Text: Stefanie Braun
Am Samstag, den 3. Mai, wird das Schauspielstück „Glaube, Liebe, Hoffnung“ von Ödön von Horváth Premiere im Theater Trier haben. 5vier.de Redakteurin Stefanie Braun sprach vorab mit Regisseur Charles Muller, Kostümbildnerin Kathelijne Schaaphok und Hauptdarstellerin Fabienne Elaine Hollwege.
Es wird ein sehr modernes Bühnenbild sein, in dem sich das düstere Geschehen des Stückes „Glaube, Liebe, Hoffnung“ abspielen soll. Sehr klinisch, sehr ästhetisch, geometrisch und modern, wie Kostümbildnerin Kathelijne Schaaphok es im Interview beschreibt. Es wurde dabei an ein Aquarium gedacht: „Man kann die einzelnen Figuren dabei beobachten, wie sie sich über die Bühne bewegen, wie Fische in einem Aquarium, die mal gemeinsam schwimmen, dann wieder alleine, aber immer ziellos, hoffnungslos.“ Die Kostüme sollen dabei einen Kontrast bilden zum sehr modernen Bühnenbild. Zeitgenössisch, ganz im Stile der 30er Jahre, ebenso die Requisiten. Auch von den Stoffen her blieb man zeitgemäß: „Wir haben ganz viele natürliche Stoffe verwendet, wie Baumwolle, Leinen oder ähnliches. Lycra und andere synthetische Stoffe gab es zu dem Zeitpunkt ja noch nicht.“ Bei einzelnen Figuren blieb man nicht ganz im zeitlichen Rahmen, einige sind in den Kostümen wesentlich früher angesiedelt, in den 20ern, was ihnen wiederum einen noch verklemmteren, ein bisschen zurückgebliebenen Charme verleiht. Farblich folgte man einer klaren Richtung: „Alle Farben sind gut, solange sie grau sind, das war die Anweisung vom Regisseur.“, lacht Schaaphok. „Auf diese Weise erscheint alles ein bisschen veraltet, als wäre ein Grauschleier darüber. Aber jede Figur hat ihre persönliche Farbe, auch wenn es im Grauen bleibt. Jeder hat seinen eigenen Ton.“
Grau in Grau
Für die Kostüme hat sie viele Recherchen betrieben; zu den 30er Jahren, der Weimarer Republik, der Zwischenkriegszeit und dem Börsencrash, der Arbeitslosigkeit. „Eine ganz arme Zeit, in der Frauen viel mitarbeiten mussten, um ihren Männern unter die Arme zu greifen.

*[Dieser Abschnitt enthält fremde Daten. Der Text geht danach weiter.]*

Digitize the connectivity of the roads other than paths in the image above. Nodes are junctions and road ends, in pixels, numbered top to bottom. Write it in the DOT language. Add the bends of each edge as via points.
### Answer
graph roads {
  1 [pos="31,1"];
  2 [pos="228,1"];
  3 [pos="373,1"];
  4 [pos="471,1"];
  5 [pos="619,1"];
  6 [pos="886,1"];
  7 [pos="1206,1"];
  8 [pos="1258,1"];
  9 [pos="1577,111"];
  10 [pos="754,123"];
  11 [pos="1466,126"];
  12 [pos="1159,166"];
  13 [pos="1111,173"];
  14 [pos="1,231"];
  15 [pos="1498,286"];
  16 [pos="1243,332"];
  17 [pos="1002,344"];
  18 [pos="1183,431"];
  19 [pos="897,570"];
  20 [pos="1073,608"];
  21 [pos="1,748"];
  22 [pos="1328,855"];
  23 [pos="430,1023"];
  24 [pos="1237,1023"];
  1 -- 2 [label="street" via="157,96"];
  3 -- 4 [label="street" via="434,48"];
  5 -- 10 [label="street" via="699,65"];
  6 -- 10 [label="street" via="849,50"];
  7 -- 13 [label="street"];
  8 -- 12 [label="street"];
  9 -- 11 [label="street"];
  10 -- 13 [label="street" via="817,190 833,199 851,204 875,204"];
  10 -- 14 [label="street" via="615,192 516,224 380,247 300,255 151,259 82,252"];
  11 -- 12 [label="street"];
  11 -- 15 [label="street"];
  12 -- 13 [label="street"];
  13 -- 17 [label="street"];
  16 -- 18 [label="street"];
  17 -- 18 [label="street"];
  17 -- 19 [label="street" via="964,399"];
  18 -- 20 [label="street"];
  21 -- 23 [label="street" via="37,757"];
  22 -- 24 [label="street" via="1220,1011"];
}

Was sich auch auf die Kleidung ausgewirkt hat: Kleidung für Frauen wurde viel bequemer, das Korsett fiel ganz weg, die Schnitte wurden einfacher. Frauen mussten beweglicher sein.“
Um eine Frau, die Arbeit sucht, geht es auch in dem Stück von Horváth und in der Inszenierung von Charles Muller. Elisabeth will ein Gewerbe anmelden; eine Notlüge, um den nötigen Schein zu bekommen, wird ihr im Laufe des Stückes zum Verhängnis. Dennoch geht sie unbeirrbar ihren Weg. „Es gab eine große Anzahl von Frauen, die sich prostituierten und eine hohe Zahl von Selbstmorden. Elisabeth will diesen Weg nicht gehen, sie will arbeiten, geht allerdings im Heer der Arbeitslosen unter. Es ist also auch ein Stück über Frauen.“, so Muller im Interview. Aber es ist auch ein Stück über die Moralvorstellungen der Zeit. Das hat nicht so zu sein, das tut man nicht, das sagt man nicht. Ein Stück über Moral, Menschen und Kommunikation. Oder eben auch Nicht-Kommunikation.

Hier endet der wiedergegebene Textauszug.